▸ TASK ITEM: Look through the data below, tally the lines where "each" occurs, and write the total alone.

▸ MATERIAL SHOWN:
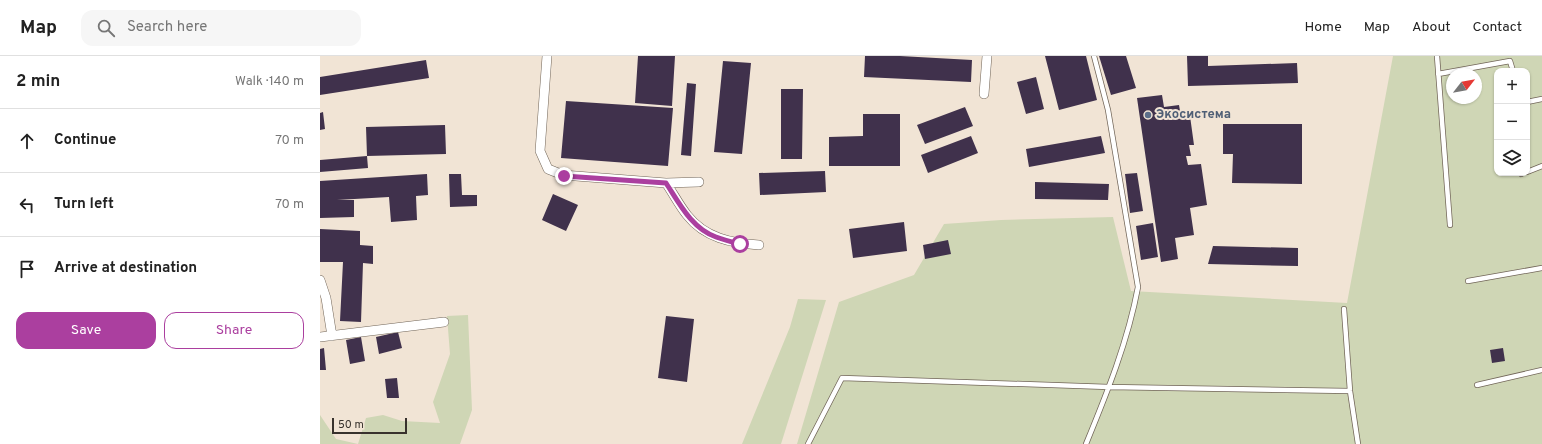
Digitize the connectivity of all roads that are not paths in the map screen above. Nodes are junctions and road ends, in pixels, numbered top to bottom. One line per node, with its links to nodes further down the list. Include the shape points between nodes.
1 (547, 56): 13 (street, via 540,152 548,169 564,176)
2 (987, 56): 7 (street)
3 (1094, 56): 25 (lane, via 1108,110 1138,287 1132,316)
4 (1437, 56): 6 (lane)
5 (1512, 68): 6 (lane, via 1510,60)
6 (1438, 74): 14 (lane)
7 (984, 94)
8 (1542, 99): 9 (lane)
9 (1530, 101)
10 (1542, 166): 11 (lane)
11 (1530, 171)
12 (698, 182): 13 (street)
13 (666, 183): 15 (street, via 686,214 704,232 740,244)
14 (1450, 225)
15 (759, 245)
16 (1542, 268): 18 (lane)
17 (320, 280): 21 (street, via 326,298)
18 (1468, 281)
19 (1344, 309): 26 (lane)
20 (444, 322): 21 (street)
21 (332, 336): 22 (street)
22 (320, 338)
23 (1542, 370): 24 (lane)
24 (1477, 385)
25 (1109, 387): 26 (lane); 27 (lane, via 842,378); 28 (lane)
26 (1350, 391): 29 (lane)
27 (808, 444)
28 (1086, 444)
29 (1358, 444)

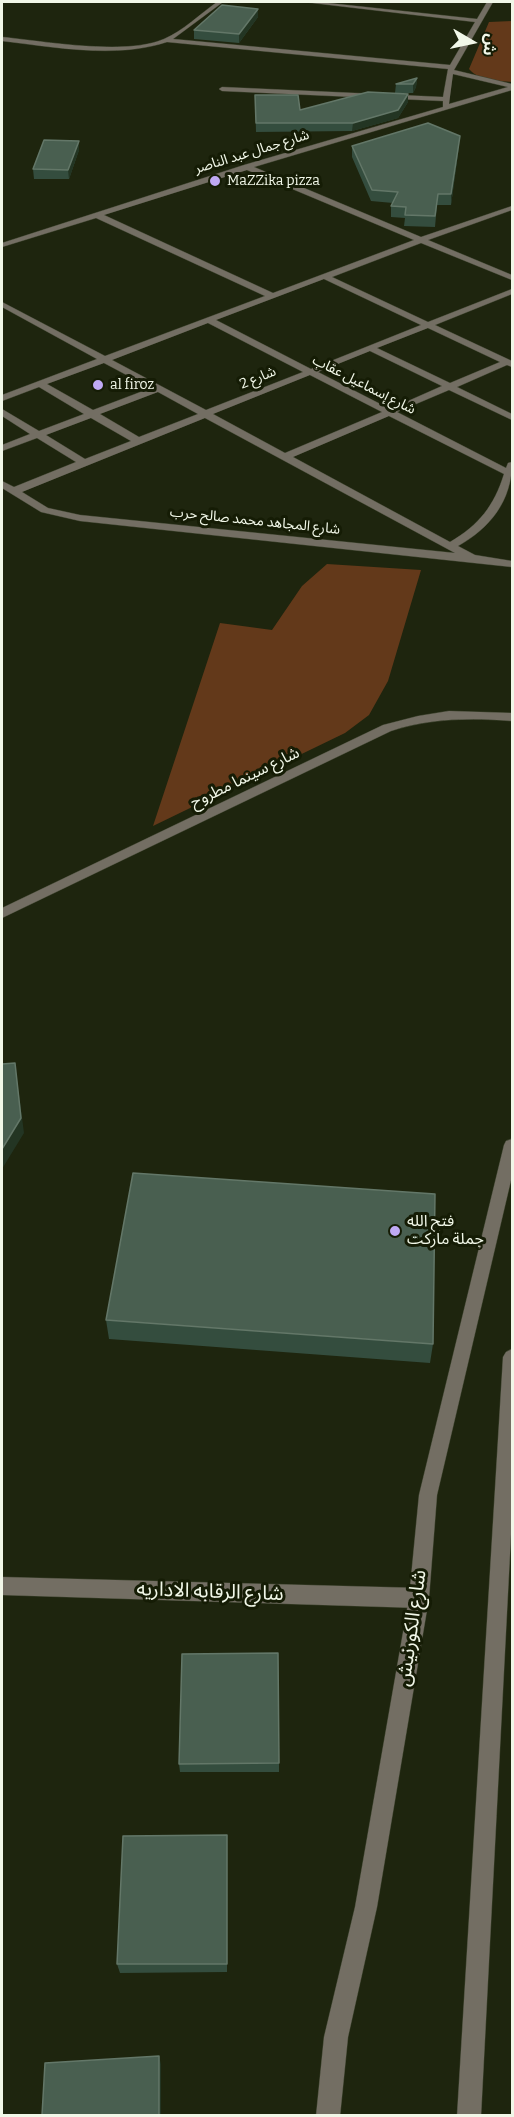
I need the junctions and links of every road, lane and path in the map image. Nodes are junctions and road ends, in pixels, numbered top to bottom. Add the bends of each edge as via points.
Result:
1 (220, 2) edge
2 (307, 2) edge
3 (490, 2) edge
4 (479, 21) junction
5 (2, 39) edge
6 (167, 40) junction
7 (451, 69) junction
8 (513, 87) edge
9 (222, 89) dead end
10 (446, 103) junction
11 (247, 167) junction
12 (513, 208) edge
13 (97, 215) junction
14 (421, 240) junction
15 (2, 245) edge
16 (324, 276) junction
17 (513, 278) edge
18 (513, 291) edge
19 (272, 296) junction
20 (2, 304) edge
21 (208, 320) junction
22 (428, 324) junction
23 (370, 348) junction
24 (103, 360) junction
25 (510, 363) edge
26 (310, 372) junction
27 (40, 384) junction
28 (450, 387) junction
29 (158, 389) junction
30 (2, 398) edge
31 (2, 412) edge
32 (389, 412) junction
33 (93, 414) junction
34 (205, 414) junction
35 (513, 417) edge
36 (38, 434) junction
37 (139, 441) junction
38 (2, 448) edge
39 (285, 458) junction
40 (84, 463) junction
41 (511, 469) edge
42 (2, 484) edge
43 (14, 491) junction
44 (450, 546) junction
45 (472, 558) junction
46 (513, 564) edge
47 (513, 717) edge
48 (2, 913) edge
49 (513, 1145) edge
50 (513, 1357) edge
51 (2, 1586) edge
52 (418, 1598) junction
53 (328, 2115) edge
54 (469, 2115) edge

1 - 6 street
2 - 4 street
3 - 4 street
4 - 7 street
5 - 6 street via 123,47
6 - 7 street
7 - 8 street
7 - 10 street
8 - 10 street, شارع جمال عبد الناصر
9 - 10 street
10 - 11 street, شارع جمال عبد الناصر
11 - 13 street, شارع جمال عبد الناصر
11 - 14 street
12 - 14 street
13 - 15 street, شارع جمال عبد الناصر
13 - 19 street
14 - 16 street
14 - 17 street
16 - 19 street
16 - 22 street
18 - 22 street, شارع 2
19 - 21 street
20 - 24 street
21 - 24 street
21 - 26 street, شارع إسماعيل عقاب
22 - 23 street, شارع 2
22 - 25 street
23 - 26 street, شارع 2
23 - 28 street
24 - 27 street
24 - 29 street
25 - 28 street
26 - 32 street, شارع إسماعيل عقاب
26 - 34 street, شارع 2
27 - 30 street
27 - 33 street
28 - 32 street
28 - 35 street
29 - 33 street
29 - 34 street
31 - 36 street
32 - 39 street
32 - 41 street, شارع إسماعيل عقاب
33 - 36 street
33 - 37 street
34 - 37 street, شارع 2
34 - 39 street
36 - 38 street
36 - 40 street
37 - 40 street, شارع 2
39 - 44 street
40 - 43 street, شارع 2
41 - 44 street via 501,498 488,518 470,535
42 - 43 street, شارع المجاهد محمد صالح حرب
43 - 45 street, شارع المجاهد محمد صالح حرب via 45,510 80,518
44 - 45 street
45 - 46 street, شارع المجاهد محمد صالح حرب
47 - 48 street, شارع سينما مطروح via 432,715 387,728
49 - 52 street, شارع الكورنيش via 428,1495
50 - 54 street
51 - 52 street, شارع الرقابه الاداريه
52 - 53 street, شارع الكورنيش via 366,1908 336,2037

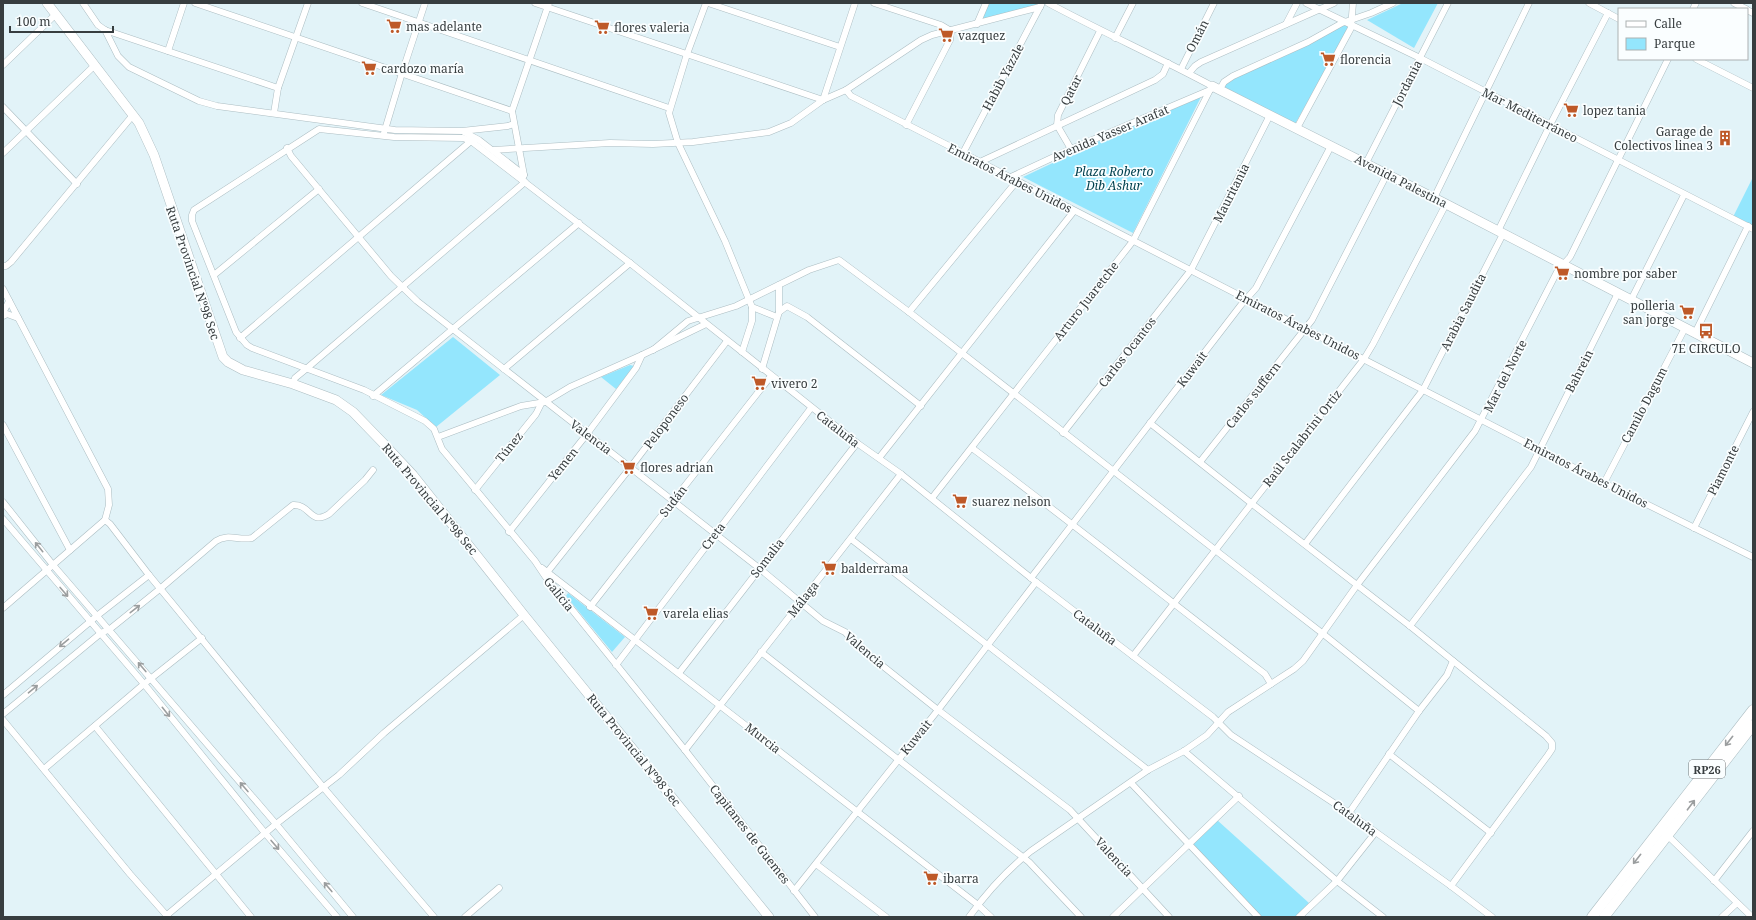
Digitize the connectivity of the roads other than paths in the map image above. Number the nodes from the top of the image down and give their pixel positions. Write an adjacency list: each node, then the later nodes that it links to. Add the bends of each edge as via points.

==

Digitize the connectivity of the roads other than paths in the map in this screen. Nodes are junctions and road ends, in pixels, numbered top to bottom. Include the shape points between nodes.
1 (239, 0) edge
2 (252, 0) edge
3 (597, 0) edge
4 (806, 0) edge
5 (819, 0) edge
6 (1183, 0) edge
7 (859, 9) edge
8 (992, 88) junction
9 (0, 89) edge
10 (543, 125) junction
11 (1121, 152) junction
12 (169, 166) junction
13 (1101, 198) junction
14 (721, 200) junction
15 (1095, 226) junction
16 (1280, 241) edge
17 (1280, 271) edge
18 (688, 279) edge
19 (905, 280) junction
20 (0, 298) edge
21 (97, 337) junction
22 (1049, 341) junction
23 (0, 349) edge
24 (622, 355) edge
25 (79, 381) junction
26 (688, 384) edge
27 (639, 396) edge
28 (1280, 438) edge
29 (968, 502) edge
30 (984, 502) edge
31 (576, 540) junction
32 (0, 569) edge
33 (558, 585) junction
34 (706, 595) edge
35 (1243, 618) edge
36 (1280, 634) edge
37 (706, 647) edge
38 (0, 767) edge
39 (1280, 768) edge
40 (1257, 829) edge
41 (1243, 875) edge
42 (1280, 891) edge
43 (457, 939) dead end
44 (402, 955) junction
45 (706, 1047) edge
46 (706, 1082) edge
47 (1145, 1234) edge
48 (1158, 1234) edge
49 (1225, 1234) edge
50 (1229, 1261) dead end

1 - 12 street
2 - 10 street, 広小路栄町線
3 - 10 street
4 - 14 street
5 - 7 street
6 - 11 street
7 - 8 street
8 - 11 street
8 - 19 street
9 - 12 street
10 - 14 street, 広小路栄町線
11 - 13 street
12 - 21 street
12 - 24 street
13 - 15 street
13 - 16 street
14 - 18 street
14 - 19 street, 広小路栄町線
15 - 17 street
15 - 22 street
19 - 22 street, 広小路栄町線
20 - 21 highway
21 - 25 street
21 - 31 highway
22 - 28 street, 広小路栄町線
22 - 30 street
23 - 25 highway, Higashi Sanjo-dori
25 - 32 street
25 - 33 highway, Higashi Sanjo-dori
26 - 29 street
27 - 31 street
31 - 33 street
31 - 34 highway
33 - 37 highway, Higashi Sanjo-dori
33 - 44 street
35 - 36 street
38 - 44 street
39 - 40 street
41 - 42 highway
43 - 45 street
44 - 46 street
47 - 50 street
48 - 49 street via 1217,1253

▸ THE COMPLETED TASK: 2